State v. Goldman: Clarifying the Permissible Use of “And/Or” in Felony-Murder Jury Instructions

State v. Goldman: Clarifying the Permissible Use of “And/Or” in Felony-Murder Jury Instructions

Introduction

State v. Goldman, No. S-1-SC-40100 (N.M. Sup. Ct. June 30 2025), is a non-precedential decision that nevertheless delivers an important clarification in New Mexico criminal jurisprudence: when all alternative theories listed in a jury instruction are legally sufficient, the conjunction “and/or” does not render the instruction fundamentally erroneous.

The defendant, Stephen Jay Goldman, Jr., was convicted of two counts of first-degree felony murder, kidnapping, armed robbery, and related conspiracies arising out of the brutal slayings of two teenagers, Collin Romero and Ahmed Lateef. On appeal, he mounted an array of jury-instruction challenges and claimed ineffective assistance of counsel.

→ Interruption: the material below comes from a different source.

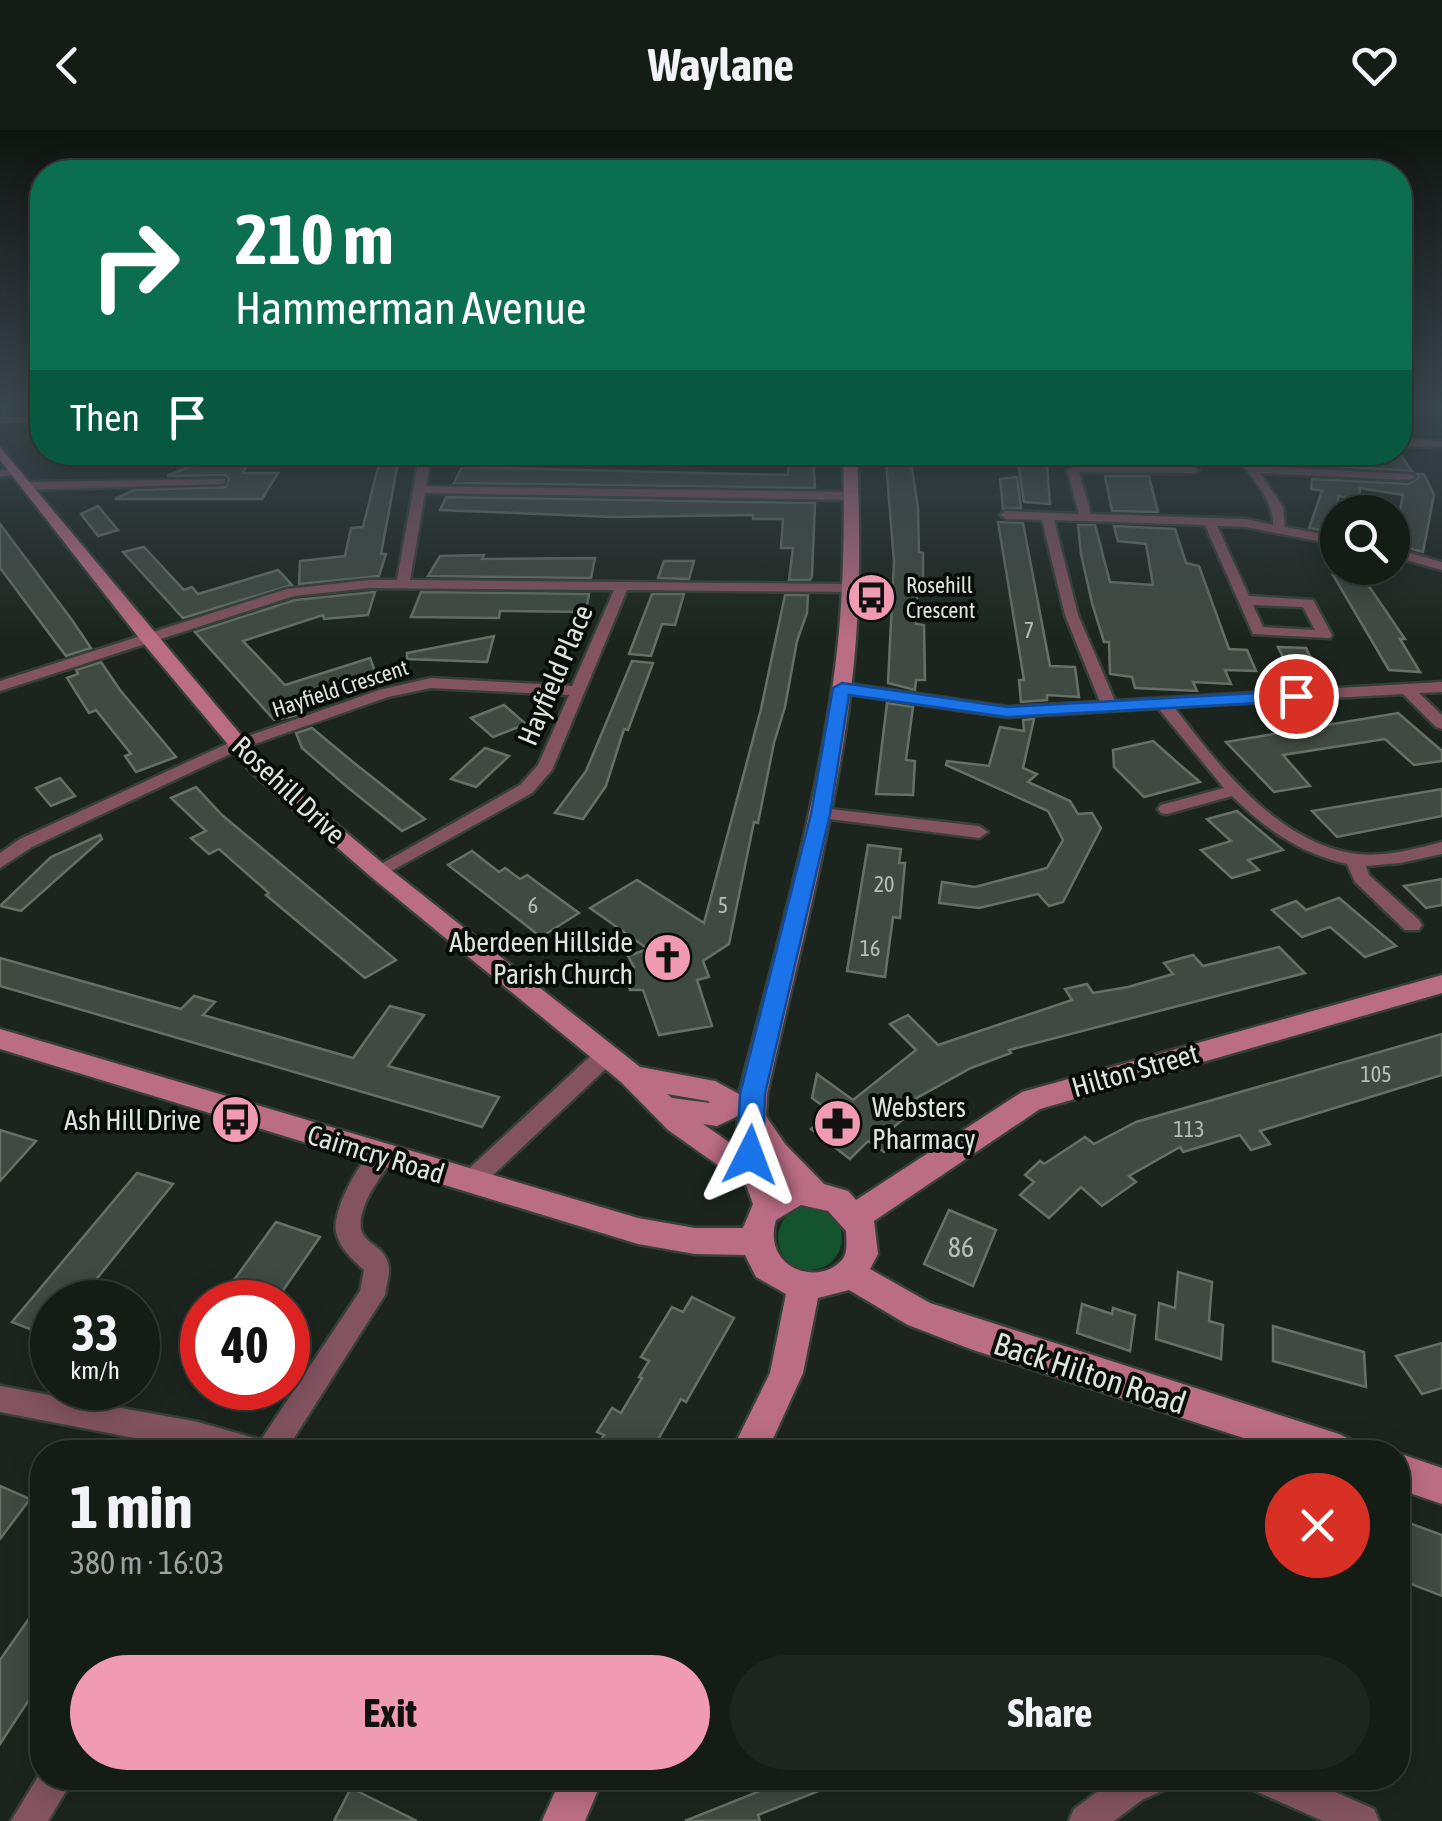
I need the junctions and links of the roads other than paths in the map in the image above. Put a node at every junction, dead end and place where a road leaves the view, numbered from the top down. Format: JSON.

The Supreme Court of New Mexico, per Justice Briana H. Zamora, affirmed in full.

Parties

  • Plaintiff-Appellee: State of New Mexico, represented by Attorney General Raúl Torrez.
  • Defendant-Appellant: Stephen Jay Goldman, Jr., represented by Justine C. Fox-Young.

Key Issues on Appeal

  • Whether the district court erred by failing to instruct the jury on second-degree murder as a lesser-included offense of felony murder.
  • Whether the court’s “yes” answer to a jury question about dual convictions for felony murder and second-degree murder misstated the law.
  • Whether the “and/or” phrasing and multi-victim structure in the felony-murder and aiding-and-abetting instructions were fundamentally confusing.
  • Whether trial counsel’s performance was constitutionally deficient.

Summary of the Judgment

The Supreme Court held:

  1. The trial judge’s simple “yes” answer to the jury’s mid-deliberation question accurately reflected New Mexico law allowing alternative theories of homicide to be submitted and, if necessary, merged by the court to avoid double jeopardy.
  2. No jury-instruction error—fundamental or otherwise—occurred with respect to:
    • Omission of second-degree murder as a lesser-included offense of felony murder.
    • Use of “kidnapping and/or armed robbery” as predicate felonies.
    • Inclusion of both victims in a single aiding-and-abetting instruction.
  3. The ineffective-assistance claim failed on direct appeal; the record was inadequate to establish deficient performance or prejudice.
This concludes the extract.